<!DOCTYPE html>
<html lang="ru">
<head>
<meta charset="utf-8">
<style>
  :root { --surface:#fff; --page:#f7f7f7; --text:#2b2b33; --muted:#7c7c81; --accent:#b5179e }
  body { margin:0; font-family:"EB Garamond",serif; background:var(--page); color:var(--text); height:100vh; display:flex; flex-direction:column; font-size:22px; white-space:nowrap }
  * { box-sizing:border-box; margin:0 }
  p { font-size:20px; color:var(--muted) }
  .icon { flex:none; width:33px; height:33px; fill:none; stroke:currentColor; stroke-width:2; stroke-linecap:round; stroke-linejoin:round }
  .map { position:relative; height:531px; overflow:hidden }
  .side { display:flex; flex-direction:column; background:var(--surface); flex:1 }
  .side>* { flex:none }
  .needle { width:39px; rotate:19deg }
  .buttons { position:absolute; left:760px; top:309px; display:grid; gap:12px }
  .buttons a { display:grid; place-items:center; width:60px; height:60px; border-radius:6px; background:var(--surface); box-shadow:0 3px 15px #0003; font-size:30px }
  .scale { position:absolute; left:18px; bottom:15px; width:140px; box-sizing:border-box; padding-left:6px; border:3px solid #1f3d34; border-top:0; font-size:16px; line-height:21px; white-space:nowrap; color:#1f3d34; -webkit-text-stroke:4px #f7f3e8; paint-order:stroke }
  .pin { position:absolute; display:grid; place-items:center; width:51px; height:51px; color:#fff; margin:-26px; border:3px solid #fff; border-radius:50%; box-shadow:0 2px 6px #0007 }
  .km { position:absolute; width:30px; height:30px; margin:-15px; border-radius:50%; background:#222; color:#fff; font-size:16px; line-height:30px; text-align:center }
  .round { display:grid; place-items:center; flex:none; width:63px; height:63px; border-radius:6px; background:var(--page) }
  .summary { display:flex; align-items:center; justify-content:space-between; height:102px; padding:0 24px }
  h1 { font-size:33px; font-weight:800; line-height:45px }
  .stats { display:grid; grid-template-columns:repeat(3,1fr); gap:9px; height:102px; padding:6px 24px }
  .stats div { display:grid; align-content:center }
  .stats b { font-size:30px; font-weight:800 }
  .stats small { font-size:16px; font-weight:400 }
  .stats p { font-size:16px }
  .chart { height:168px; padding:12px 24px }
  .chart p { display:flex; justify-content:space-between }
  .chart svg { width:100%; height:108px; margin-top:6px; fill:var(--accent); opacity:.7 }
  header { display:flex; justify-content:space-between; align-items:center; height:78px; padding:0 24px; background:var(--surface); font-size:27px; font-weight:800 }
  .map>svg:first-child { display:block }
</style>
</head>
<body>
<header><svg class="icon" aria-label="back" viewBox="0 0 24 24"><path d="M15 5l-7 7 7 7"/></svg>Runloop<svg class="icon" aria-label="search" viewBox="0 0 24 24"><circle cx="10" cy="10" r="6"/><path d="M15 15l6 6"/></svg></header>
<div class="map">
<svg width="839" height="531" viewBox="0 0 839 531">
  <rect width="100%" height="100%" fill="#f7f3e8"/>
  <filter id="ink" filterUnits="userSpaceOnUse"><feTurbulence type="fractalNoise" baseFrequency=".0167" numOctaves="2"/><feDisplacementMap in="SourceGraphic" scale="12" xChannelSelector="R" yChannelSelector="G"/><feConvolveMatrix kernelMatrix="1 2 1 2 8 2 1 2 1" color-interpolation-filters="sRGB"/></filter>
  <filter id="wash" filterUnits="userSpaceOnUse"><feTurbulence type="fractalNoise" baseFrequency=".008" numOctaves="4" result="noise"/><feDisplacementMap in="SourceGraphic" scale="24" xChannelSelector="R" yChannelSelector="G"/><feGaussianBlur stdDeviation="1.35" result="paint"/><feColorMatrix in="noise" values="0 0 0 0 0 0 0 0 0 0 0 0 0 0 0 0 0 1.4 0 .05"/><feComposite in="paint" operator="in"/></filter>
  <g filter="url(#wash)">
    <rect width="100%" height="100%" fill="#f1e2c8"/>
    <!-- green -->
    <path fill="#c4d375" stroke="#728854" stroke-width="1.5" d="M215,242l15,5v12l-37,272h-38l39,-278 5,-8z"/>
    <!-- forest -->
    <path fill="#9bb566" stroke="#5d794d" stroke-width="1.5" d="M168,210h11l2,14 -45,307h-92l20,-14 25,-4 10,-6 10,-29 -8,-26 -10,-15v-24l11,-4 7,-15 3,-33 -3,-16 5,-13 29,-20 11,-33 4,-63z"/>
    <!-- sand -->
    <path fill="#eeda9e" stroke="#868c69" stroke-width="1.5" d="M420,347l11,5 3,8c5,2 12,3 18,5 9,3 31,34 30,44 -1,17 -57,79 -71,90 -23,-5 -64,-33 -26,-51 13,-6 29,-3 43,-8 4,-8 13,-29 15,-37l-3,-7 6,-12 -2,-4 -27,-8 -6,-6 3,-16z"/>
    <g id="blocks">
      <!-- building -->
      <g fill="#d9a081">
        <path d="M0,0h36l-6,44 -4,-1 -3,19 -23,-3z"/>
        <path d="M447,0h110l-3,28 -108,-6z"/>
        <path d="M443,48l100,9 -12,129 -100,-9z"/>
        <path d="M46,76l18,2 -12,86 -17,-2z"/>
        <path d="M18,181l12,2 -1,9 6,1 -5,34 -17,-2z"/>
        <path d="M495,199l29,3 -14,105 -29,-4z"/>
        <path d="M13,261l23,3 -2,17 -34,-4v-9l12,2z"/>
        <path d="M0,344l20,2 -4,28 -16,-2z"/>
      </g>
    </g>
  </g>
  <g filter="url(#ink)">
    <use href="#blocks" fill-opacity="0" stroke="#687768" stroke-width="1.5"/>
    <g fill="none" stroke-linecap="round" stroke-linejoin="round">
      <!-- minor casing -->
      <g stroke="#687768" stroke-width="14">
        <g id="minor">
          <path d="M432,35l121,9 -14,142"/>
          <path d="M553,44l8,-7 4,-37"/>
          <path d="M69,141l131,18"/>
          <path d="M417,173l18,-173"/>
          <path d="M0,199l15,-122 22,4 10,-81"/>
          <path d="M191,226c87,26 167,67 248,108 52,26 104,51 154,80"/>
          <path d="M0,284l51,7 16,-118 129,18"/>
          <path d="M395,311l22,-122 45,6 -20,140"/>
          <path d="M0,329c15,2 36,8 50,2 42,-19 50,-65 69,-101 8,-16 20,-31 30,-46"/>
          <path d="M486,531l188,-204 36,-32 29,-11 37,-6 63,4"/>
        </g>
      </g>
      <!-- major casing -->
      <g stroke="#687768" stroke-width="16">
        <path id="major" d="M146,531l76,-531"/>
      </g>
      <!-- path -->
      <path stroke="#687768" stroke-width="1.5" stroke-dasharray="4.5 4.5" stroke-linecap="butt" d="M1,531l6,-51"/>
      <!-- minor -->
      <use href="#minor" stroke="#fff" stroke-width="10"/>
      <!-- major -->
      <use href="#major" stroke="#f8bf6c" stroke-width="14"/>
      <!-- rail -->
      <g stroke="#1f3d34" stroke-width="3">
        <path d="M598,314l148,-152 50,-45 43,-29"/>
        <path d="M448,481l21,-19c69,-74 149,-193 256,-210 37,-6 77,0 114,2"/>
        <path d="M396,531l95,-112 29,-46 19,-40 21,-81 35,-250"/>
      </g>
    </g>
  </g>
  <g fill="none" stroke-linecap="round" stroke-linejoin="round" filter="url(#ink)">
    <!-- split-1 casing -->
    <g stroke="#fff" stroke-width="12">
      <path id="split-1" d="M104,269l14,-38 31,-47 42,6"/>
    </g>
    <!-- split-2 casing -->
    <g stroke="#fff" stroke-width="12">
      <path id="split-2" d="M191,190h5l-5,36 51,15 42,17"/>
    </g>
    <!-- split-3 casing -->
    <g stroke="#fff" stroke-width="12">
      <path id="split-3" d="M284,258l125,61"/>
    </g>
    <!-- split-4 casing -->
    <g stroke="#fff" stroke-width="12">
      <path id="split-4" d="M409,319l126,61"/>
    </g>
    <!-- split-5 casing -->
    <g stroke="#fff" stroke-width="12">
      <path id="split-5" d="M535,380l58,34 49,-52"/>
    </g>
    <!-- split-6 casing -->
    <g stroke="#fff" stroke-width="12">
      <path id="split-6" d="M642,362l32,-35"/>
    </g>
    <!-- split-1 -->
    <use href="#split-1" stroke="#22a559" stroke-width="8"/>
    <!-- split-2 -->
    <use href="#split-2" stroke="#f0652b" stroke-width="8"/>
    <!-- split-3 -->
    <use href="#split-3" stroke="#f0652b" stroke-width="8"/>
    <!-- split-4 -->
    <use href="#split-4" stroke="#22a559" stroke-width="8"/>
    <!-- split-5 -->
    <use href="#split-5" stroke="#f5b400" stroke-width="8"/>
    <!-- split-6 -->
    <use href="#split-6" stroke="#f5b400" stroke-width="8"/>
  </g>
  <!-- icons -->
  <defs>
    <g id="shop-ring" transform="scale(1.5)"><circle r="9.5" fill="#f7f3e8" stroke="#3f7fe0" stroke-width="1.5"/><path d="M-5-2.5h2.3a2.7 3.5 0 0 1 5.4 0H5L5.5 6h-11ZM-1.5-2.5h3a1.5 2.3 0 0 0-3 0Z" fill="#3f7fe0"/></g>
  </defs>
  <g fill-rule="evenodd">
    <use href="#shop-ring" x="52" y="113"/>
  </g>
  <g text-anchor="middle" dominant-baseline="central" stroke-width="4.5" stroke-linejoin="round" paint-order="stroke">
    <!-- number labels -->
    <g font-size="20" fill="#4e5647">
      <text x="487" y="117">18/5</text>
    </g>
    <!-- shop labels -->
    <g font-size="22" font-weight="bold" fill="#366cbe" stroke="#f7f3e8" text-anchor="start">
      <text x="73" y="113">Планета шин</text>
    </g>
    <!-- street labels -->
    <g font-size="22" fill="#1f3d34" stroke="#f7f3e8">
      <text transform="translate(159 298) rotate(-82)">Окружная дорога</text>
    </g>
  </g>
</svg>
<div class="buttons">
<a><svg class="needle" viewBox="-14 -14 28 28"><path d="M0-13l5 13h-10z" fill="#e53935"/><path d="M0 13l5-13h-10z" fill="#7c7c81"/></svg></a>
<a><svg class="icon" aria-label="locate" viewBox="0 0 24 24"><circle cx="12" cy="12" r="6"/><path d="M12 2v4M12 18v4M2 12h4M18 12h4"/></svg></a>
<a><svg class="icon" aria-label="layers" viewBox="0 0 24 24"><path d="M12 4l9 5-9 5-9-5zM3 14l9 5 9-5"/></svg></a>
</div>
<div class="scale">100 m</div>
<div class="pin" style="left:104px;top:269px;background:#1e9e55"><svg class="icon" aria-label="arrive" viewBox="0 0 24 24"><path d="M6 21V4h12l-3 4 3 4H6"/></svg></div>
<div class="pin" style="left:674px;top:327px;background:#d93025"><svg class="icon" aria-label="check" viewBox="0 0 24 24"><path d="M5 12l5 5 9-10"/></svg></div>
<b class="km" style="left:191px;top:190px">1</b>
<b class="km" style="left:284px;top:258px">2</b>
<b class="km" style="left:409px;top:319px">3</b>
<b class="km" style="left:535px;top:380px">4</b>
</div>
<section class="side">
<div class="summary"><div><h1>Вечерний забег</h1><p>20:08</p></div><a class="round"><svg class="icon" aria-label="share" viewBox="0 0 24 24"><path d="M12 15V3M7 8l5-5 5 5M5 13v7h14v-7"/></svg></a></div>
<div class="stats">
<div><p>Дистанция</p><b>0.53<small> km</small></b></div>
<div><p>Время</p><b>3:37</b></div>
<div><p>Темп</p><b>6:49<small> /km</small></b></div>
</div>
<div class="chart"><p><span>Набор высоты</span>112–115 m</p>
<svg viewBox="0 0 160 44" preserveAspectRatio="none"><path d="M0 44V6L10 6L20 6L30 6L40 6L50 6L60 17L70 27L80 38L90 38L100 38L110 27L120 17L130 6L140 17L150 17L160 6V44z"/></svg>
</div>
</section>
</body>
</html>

Problem description = Quote only the lines from the one containing "<div><p>Время</p><b>3:37</b></div>" through the final line of the records, with both ends included.

Exercise solution =
<div><p>Время</p><b>3:37</b></div>
<div><p>Темп</p><b>6:49<small> /km</small></b></div>
</div>
<div class="chart"><p><span>Набор высоты</span>112–115 m</p>
<svg viewBox="0 0 160 44" preserveAspectRatio="none"><path d="M0 44V6L10 6L20 6L30 6L40 6L50 6L60 17L70 27L80 38L90 38L100 38L110 27L120 17L130 6L140 17L150 17L160 6V44z"/></svg>
</div>
</section>
</body>
</html>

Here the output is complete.